# Required work:
All of the data that follows should be written out exactly.

# Information provided:
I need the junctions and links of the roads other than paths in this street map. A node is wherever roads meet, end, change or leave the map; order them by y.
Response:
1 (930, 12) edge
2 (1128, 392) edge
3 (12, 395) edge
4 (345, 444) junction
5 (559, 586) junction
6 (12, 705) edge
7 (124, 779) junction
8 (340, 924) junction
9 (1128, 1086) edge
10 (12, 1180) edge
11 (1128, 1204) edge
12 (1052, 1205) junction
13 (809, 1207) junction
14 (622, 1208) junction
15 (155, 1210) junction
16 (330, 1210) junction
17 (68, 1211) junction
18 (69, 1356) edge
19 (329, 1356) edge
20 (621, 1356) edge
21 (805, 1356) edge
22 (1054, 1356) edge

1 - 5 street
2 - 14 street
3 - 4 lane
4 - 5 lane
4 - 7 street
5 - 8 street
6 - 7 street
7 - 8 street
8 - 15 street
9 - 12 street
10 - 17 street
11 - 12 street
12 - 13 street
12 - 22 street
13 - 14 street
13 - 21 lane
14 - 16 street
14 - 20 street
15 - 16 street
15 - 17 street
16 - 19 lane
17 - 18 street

# Answer to the exercise:
I need the junctions and links of the roads other than paths in this street map. A node is wherever roads meet, end, change or leave the map; order them by y.
Response:
1 (930, 12) edge
2 (1128, 392) edge
3 (12, 395) edge
4 (345, 444) junction
5 (559, 586) junction
6 (12, 705) edge
7 (124, 779) junction
8 (340, 924) junction
9 (1128, 1086) edge
10 (12, 1180) edge
11 (1128, 1204) edge
12 (1052, 1205) junction
13 (809, 1207) junction
14 (622, 1208) junction
15 (155, 1210) junction
16 (330, 1210) junction
17 (68, 1211) junction
18 (69, 1356) edge
19 (329, 1356) edge
20 (621, 1356) edge
21 (805, 1356) edge
22 (1054, 1356) edge

1 - 5 street
2 - 14 street
3 - 4 lane
4 - 5 lane
4 - 7 street
5 - 8 street
6 - 7 street
7 - 8 street
8 - 15 street
9 - 12 street
10 - 17 street
11 - 12 street
12 - 13 street
12 - 22 street
13 - 14 street
13 - 21 lane
14 - 16 street
14 - 20 street
15 - 16 street
15 - 17 street
16 - 19 lane
17 - 18 street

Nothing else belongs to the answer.